The Senate Judiciary Committee will decide Thursday whether reporters should be able to keep sources confidential without having to go to jail.
The committee is taking up the Free Flow of Information Act, sponsored by Sens. Chuck Schumer, D-N.Y.; Lindsey Graham, R-South Carolina; Amy Klobuchar, D-Minn; and Richard Blumenthal, D-Conn. The bill would create a qualified privilege for reporters, allowing them to protect confidential sources of information.
Utah Sens. Orrin G. Hatch and Mike Lee, both Republicans who sit on the Senate Judiciary Committee, haven’t made up their minds yet.
"Senator Lee is still evaluating the law and has not yet made a decision," Brian Phillips, Lee’s communications director.

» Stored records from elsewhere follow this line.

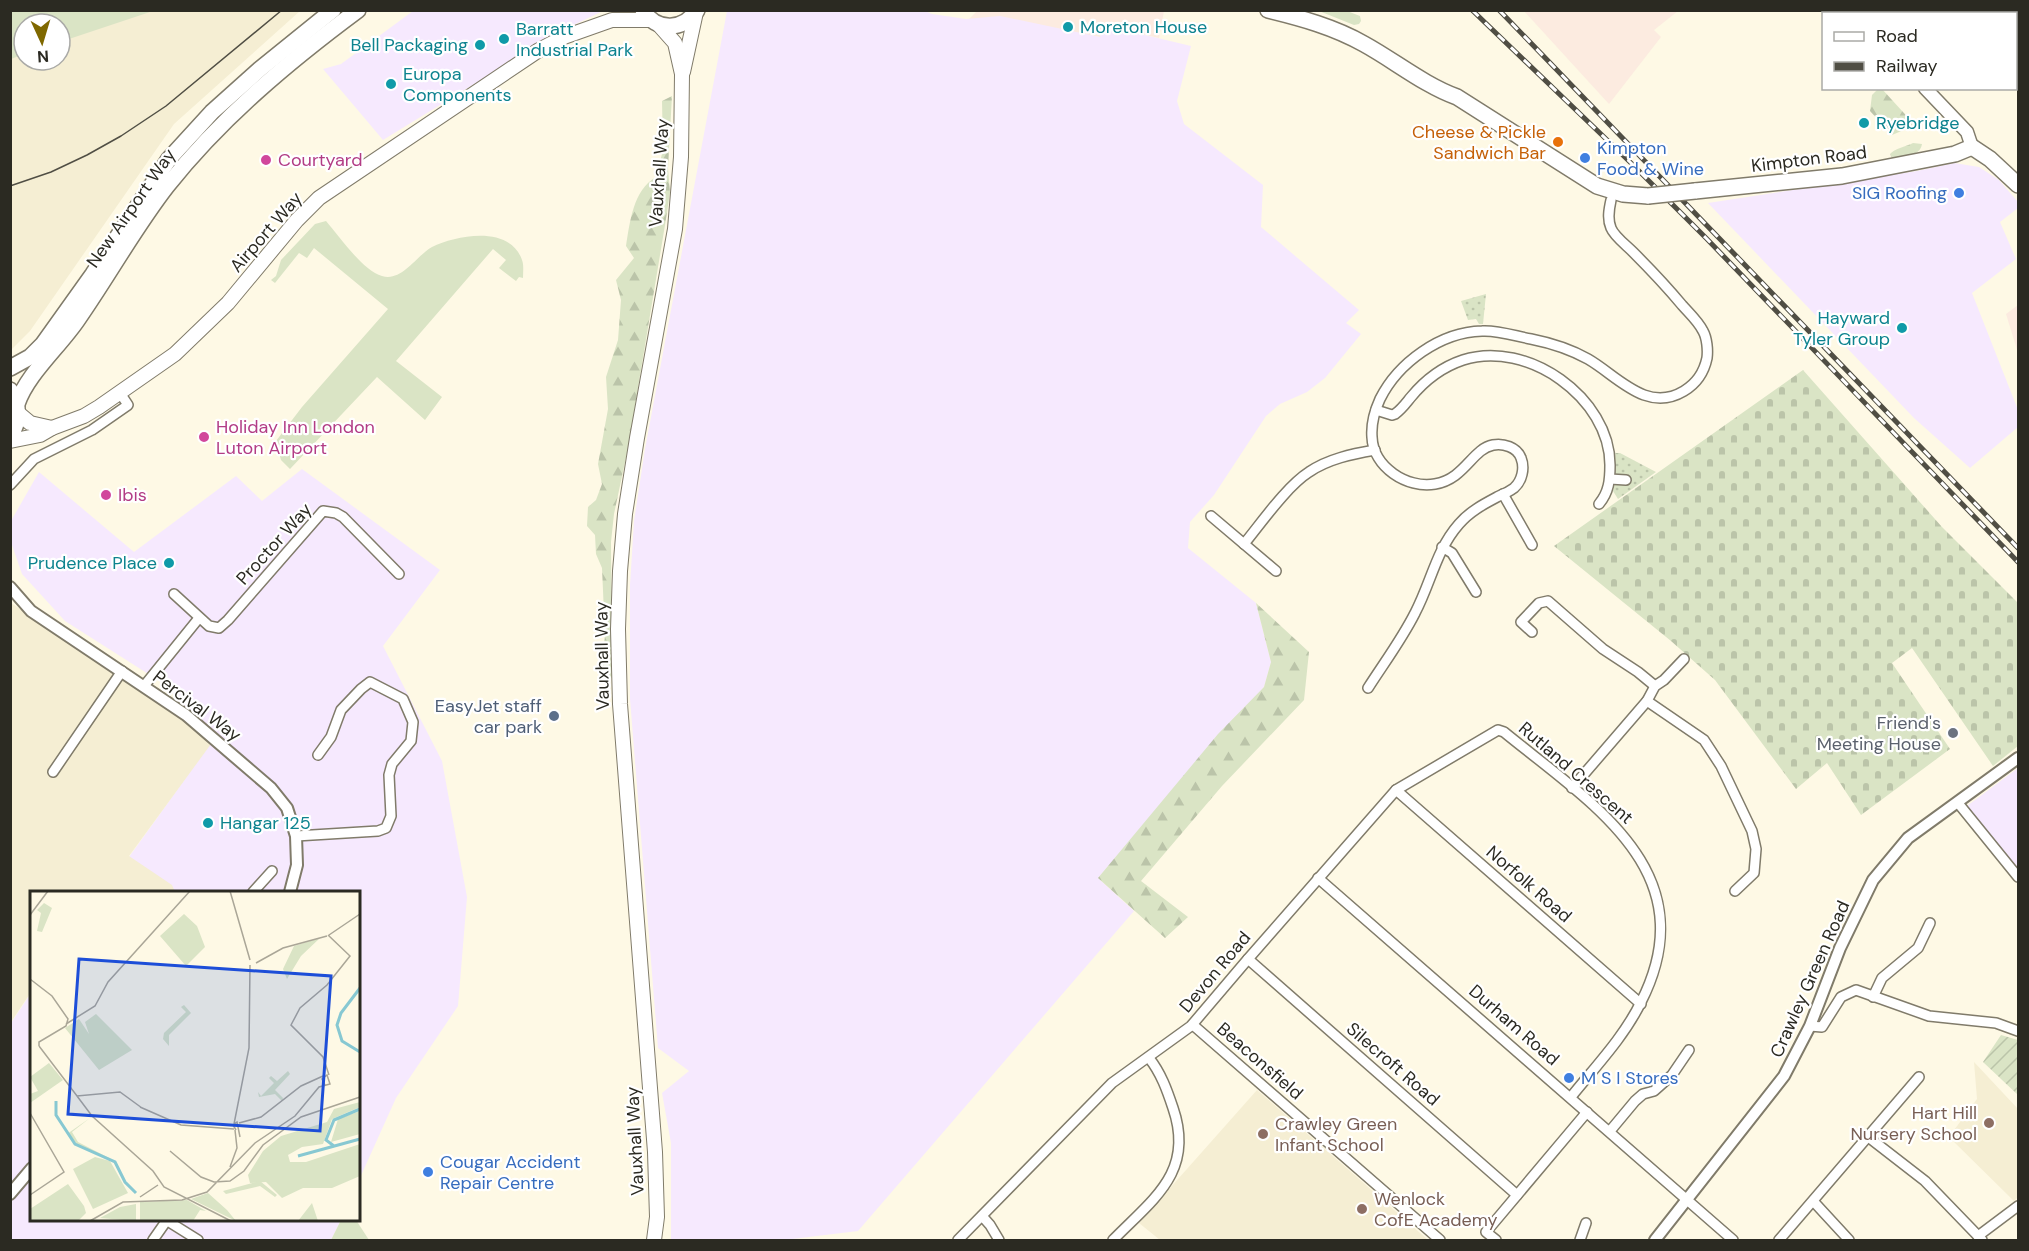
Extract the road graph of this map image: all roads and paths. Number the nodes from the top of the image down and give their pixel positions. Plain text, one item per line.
1 (333, 10) edge
2 (358, 10) edge
3 (624, 10) edge
4 (1268, 10) edge
5 (696, 11) edge
6 (651, 18) edge
7 (612, 20) junction
8 (682, 74) junction
9 (1927, 90) edge
10 (1442, 92) junction
11 (1972, 147) junction
12 (2019, 185) edge
13 (1648, 196) junction
14 (1611, 200) junction
15 (10, 368) edge
16 (120, 393) junction
17 (15, 402) edge
18 (1376, 410) junction
19 (52, 428) junction
20 (10, 439) edge
21 (1375, 450) junction
22 (1610, 479) junction
23 (1626, 480) dead end
24 (10, 485) edge
25 (1503, 494) junction
26 (1599, 504) dead end
27 (1211, 516) dead end
28 (1244, 544) junction
29 (1532, 545) dead end
30 (1442, 547) junction
31 (1276, 571) dead end
32 (399, 574) dead end
33 (10, 587) edge
34 (1476, 592) dead end
35 (174, 594) dead end
36 (199, 618) junction
37 (1532, 632) dead end
38 (1684, 659) dead end
39 (122, 671) junction
40 (144, 686) junction
41 (1655, 686) junction
42 (1368, 688) dead end
43 (1647, 701) junction
44 (1498, 730) joint
45 (318, 755) dead end
46 (2019, 758) edge
47 (53, 772) dead end
48 (1572, 788) junction
49 (1396, 790) junction
50 (1958, 804) junction
51 (296, 836) junction
52 (272, 871) dead end
53 (1318, 878) junction
54 (2019, 878) edge
55 (254, 891) edge
56 (290, 891) edge
57 (1735, 891) dead end
58 (1930, 923) dead end
59 (1248, 958) junction
60 (1873, 997) junction
61 (1641, 1004) junction
62 (1193, 1024) junction
63 (1810, 1026) junction
64 (2019, 1031) edge
65 (1689, 1050) dead end
66 (1149, 1058) junction
67 (1919, 1077) dead end
68 (1571, 1097) junction
69 (1587, 1112) junction
70 (1610, 1131) junction
71 (1867, 1136) junction
72 (30, 1170) edge
73 (10, 1194) edge
74 (1517, 1195) junction
75 (1686, 1199) junction
76 (1814, 1202) junction
77 (2019, 1206) edge
78 (982, 1216) junction
79 (165, 1221) edge
80 (168, 1221) edge
81 (1586, 1223) dead end
82 (1486, 1232) junction
83 (1980, 1238) edge
84 (153, 1240) edge
85 (198, 1240) edge
86 (654, 1240) edge
87 (958, 1240) edge
88 (999, 1240) edge
89 (1113, 1240) edge
90 (1440, 1240) edge
91 (1477, 1240) edge
92 (1496, 1240) edge
93 (1580, 1240) edge
94 (1655, 1240) edge
95 (1733, 1240) edge
96 (1779, 1240) edge
97 (1850, 1240) edge

1 - 15 highway, New Airport Way
2 - 17 highway, New Airport Way
3 - 7 main road, Airport Way
4 - 10 highway, Kimpton Road
5 - 6 highway
5 - 8 main road, Vauxhall Way
6 - 7 main road, Airport Way
6 - 8 main road, Vauxhall Way
7 - 16 main road, Airport Way
8 - 86 main road, Vauxhall Way
9 - 11 main road
10 - 13 highway, Kimpton Road
10 - 14 highway, Kimpton Road
11 - 12 highway
11 - 13 highway, Kimpton Road, bridge
13 - 14 highway, Kimpton Road
14 - 18 street
16 - 19 main road, Airport Way
16 - 24 street
17 - 19 main road
17 - 20 highway, New Airport Way
18 - 21 street
18 - 22 street
19 - 20 main road, Airport Way
21 - 25 street
21 - 28 street
22 - 23 street
22 - 26 street
25 - 29 street
25 - 30 street
27 - 28 street
28 - 31 street
30 - 34 street
30 - 42 street
32 - 36 street, Proctor Way
33 - 39 street, Percival Way
35 - 36 street
36 - 40 street
37 - 41 street
38 - 41 street
39 - 40 street, Percival Way
39 - 47 street
40 - 51 street, Percival Way
41 - 43 street
43 - 48 street
43 - 57 street
44 - 48 street, Rutland Crescent
44 - 49 street, Devon Road
45 - 51 street
46 - 50 street, Crawley Green Road
48 - 61 street, Rutland Crescent
49 - 53 street, Devon Road
49 - 61 street, Norfolk Road
50 - 54 street
50 - 63 street, Crawley Green Road
51 - 56 street, Percival Way
52 - 55 street
53 - 59 street, Devon Road
53 - 68 street, Durham Road
58 - 60 street
59 - 62 street, Devon Road
59 - 74 street, Silecroft Road
60 - 63 street
60 - 64 street
61 - 68 street, Rutland Crescent
62 - 66 street, Devon Road
62 - 90 street, Beaconsfield
63 - 75 street, Crawley Green Road
65 - 70 street
66 - 78 street, Devon Road
66 - 89 street
67 - 71 street
68 - 69 street, Durham Road
69 - 70 street, Durham Road
69 - 74 street
70 - 75 street, Durham Road
71 - 76 street
71 - 83 street
72 - 73 street
74 - 82 street
75 - 94 street, Crawley Green Road
75 - 95 street, Durham Road
76 - 96 street
76 - 97 street
77 - 83 street
78 - 87 street, Devon Road
78 - 88 street
79 - 84 street
80 - 85 street
81 - 93 street
82 - 91 street
82 - 92 street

Hatch spokesman Matthew Harakal said he was not aware of whether the state’s senior senator had taken a position on the bill. He said he was "still taking a look at it."

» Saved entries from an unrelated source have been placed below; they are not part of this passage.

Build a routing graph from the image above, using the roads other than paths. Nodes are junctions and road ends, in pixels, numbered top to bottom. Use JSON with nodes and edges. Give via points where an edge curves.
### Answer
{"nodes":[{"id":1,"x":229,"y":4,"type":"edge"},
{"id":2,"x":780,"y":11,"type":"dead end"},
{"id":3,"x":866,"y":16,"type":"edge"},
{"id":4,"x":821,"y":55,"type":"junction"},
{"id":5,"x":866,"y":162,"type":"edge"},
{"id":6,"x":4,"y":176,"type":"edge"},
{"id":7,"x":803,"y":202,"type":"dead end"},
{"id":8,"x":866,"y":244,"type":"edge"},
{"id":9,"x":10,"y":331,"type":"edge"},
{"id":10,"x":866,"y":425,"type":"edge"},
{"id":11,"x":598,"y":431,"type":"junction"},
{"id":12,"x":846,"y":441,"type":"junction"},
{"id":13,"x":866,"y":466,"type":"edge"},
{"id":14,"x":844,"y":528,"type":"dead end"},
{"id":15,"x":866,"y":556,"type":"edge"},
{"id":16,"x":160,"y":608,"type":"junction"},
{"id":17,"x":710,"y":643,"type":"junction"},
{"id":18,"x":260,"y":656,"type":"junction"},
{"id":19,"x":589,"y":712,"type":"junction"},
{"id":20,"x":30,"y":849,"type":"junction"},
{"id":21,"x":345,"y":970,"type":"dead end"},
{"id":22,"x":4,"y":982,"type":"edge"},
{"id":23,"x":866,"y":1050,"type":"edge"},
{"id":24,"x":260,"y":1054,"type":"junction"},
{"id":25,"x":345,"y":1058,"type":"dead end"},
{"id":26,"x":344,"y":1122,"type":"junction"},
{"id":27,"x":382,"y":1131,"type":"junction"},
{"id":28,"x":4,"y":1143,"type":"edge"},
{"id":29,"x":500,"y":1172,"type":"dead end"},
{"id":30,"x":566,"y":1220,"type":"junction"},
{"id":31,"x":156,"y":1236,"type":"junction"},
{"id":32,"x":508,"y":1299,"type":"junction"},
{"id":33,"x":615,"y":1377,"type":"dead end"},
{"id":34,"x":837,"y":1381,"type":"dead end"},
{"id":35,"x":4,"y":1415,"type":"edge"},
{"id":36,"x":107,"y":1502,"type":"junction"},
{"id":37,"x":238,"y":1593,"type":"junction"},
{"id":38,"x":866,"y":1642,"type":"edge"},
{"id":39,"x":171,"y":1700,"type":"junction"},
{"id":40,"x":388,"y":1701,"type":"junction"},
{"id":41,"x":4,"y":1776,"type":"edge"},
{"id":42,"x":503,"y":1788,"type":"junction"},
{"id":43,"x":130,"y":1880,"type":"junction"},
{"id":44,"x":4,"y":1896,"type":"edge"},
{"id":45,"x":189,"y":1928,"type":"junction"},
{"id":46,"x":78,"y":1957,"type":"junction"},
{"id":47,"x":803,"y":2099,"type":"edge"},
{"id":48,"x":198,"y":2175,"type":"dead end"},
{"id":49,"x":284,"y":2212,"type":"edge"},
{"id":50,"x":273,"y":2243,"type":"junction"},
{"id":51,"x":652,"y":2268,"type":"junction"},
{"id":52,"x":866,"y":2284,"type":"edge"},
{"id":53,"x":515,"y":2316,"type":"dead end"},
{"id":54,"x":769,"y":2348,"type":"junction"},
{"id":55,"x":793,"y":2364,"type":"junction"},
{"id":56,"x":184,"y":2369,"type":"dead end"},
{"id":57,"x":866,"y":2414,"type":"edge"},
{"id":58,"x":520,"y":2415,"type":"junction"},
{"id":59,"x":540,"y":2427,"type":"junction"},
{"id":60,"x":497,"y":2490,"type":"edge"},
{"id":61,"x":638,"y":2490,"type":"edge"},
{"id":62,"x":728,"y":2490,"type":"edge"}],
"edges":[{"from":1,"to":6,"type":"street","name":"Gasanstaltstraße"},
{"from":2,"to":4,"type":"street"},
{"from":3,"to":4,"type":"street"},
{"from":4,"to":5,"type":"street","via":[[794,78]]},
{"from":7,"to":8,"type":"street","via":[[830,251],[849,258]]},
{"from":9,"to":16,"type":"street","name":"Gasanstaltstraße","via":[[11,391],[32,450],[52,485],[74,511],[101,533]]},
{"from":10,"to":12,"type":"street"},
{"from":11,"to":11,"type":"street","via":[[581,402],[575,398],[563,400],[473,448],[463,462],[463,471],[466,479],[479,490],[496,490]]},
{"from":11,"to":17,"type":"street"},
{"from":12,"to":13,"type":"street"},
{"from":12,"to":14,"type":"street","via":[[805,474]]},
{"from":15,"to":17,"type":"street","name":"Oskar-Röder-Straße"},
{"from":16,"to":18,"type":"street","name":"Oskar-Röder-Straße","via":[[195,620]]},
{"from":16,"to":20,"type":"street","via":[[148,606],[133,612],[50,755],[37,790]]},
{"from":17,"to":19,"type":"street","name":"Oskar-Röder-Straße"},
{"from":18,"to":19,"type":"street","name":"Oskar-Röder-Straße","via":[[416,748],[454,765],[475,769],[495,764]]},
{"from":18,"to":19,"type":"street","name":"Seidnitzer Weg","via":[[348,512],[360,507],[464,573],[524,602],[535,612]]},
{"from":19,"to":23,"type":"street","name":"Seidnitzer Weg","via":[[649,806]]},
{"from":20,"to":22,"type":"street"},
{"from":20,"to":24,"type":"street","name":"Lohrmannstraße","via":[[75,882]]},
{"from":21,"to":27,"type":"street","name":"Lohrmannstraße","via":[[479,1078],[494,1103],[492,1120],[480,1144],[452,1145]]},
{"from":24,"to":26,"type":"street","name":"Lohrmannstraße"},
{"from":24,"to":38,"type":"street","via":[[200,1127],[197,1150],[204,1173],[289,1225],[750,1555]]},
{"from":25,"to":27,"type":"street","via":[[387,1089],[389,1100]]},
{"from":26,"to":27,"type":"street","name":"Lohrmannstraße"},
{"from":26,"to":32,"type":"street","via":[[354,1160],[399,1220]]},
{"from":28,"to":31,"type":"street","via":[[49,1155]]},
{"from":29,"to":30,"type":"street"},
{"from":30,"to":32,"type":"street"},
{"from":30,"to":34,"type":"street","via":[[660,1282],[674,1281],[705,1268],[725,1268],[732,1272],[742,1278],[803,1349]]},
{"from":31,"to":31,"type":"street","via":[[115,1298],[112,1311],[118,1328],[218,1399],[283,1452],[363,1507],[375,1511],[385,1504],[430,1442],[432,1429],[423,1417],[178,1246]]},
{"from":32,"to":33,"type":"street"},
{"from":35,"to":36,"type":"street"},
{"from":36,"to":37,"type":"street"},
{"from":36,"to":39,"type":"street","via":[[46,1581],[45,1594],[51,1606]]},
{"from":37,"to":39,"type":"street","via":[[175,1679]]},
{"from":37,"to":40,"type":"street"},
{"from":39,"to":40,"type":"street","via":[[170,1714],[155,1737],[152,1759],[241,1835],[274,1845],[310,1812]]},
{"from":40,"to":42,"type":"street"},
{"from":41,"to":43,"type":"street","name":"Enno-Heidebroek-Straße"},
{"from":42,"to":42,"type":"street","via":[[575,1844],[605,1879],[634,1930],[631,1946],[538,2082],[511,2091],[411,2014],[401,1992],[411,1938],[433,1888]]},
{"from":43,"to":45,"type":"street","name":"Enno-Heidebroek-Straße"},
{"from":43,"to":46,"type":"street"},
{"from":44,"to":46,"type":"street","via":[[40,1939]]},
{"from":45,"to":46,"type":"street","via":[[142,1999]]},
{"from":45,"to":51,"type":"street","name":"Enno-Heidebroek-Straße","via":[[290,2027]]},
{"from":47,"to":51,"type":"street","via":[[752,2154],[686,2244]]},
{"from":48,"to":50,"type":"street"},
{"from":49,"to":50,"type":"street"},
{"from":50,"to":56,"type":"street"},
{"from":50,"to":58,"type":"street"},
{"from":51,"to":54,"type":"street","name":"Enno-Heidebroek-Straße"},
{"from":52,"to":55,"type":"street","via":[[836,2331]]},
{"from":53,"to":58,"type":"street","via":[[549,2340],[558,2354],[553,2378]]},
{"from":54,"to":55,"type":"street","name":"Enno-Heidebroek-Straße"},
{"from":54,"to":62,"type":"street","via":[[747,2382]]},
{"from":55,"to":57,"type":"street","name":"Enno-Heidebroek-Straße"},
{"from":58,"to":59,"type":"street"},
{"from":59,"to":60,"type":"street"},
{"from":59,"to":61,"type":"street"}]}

"We just have to wait and see tomorrow," Harakal said.
The shield law was first proposed in 2006 and again in 2009, but both times it died. This year’s incarnation came after the Justice Department subpoenaed phone records from the Associated Press.
The proposed shield law would be similar to ones in 48 states. The bill would offer journalists a qualified privilege to not disclose confidential sources.
The bill is supported by journalism organizations, including the Society of Professional Journalists and the Reporters Committee for Freedom of the Press.